J'aime beaucoup les sagas audios, à force d'en écouter on dégage des points communs, et on se rend vite compte que malgré son antériorité, les 2 minutes du peuple reste unique.
Il s'agit d'un mono, c'est à dire que les épisodes sont, sauf exception (la maison Slanghsters ou les aventures de Jacques Cartier par exemple), indépendants.
Une autre caractéristique est que le format est très court, ainsi, le rythme, lorsqu'il est bien géré sert l'humour autant que les gags en eux-même.
Et bien entendu, c'est une oeuvre humoristique.
Les 2 minutes du peuple se constitue de plus de 600 épisodes, parmi eux quelques chansons et quelques "faux" épisodes qui sont plutôt des exercices de montage, on retrouve également certains groupes d'épisodes partageant le même univers sans forcément se suivre : Star Trek du peuple, X-Files du peuple, le tribunal du peuple, radio associative, Urgences du peuple, Columbo du peuple...Vous remarquerez plusieurs "parodies", en réalité seul Columbo et X-Files reprennent les codes des séries, les autres ne se servent que de l'univers comme prétexte aux gags.
Mais que dire de cette oeuvre qu'on pourrait qualifier d'intemporelle ? Dire qu'il s'agit d'une bonne saga serait énoncer une évidence, dire que c'est drôle serait déjà vu et trop subjectif...Une critique pertinente se doit de se poser les bonnes questions : sa seule qualité ne réside-t-elle que dans le rire qu'elle provoque ? Pouvons nous déconstruire l'humour sans le dénaturer ?
Tout d'abord, faire rire repose sur de multiples mécanismes que nous pouvons hiérarchiser, selon moi, tout les types d'humour ne se valent pas, ce n'est jamais "juste drôle". Faire rire n'est pas toujours simple, faire rire correctement l'est encore moins, une fiction centrée sur l'humour ne trahis pas un manque d'ambition et n'a rien d'honteux.

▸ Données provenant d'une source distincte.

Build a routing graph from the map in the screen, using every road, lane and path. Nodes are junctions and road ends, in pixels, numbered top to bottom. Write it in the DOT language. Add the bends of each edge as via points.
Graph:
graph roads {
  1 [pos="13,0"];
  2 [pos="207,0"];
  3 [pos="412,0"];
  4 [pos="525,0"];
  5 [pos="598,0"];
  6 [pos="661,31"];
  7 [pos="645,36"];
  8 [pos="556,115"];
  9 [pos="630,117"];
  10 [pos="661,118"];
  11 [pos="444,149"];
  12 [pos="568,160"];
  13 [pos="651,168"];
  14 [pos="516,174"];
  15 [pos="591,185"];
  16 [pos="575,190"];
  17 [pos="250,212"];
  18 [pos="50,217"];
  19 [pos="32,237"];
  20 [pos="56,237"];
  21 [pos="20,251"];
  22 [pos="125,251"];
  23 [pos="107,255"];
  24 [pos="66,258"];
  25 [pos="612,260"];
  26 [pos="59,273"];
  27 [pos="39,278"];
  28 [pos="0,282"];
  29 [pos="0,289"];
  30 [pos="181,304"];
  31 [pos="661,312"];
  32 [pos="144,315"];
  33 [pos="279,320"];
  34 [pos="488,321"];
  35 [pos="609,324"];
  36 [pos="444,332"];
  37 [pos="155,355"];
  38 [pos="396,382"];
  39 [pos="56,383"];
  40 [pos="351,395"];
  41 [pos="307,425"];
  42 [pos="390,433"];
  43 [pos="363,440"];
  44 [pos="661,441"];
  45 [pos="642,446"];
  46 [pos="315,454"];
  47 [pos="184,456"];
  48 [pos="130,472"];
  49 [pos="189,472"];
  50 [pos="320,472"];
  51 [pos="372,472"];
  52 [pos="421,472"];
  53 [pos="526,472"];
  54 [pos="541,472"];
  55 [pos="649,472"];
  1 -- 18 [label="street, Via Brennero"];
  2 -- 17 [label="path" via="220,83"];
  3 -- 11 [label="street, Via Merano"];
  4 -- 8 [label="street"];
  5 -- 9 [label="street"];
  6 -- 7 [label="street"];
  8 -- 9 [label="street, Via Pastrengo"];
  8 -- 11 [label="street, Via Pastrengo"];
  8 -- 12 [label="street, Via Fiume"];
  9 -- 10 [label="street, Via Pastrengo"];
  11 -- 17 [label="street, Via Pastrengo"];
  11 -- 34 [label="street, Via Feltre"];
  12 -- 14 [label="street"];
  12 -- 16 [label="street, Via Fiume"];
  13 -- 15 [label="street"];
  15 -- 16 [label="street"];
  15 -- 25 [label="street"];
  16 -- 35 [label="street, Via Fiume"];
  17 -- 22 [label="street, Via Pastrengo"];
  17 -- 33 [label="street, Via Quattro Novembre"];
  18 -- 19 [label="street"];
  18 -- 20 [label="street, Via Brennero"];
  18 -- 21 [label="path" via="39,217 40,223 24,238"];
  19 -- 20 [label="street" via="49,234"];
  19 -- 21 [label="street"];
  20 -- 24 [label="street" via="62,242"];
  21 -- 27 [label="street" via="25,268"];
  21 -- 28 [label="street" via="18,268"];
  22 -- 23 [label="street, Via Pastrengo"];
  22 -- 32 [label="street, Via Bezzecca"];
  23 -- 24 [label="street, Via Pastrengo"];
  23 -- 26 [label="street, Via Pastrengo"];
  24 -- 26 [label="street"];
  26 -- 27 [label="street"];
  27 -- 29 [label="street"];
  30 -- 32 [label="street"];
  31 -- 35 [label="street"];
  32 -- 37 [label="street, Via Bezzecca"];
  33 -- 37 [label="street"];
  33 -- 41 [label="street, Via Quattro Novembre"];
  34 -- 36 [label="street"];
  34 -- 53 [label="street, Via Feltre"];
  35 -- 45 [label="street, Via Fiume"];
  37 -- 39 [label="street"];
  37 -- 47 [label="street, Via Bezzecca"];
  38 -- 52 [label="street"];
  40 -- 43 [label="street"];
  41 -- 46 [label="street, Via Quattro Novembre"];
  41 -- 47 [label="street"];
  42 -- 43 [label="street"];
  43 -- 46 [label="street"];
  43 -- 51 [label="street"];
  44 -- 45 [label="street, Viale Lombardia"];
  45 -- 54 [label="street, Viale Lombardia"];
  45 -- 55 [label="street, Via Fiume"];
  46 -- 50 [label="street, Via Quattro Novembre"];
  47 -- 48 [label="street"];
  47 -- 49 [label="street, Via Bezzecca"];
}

Comme l'a dit Victor Hugo : Faire rire c'est faire oublier et quel bienfaiteur sur Terre qu'un distributeur d'oubli. Les 2 minutes du peuple c'est beaucoup d'humour, mais de l'humour qui fonctionne grâce à son rythme, à sa structure, ce qui nous mène à notre seconde question.
Non. Décortiquer un mécanisme humoristique ce n'est pas expliquer une blague, déconstruire n'est pas détruire, en somme, il ne s'agit pas de dire pourquoi c'est drôle mais comment c'est drôle.
François Pérusse est, comme tout le monde le sait, l'icone francophone du calembourg, on ne reviendra pas sur ce point. Ce que tout le monde ne sait pas en revanche, c'est qu'il manie avec adresse l'art de jouer sur nos attentes, qu'il sait comment, en quelques épisodes nous familiariser au fait qu'un mot répété fera l'objet d'un jeu de mot, mais on ne sait jamais lequel. Une autre caractéristique de cet humour Pérussien est qu'en 600 épisodes il ne se répète pas (certains jeux de mots comme celui des sourcils froncés sont présents 2 fois) et qu'avec un rendement si élevé, on ne tombe jamais dans le "c'est marrant parce que c'est sale" et il sait même rire sur le fait que ce n'est pas drôle (la mouche-avion, le fameux passage du "cours vers mon poing" ou encore le tas de branches dans le sèche-linge)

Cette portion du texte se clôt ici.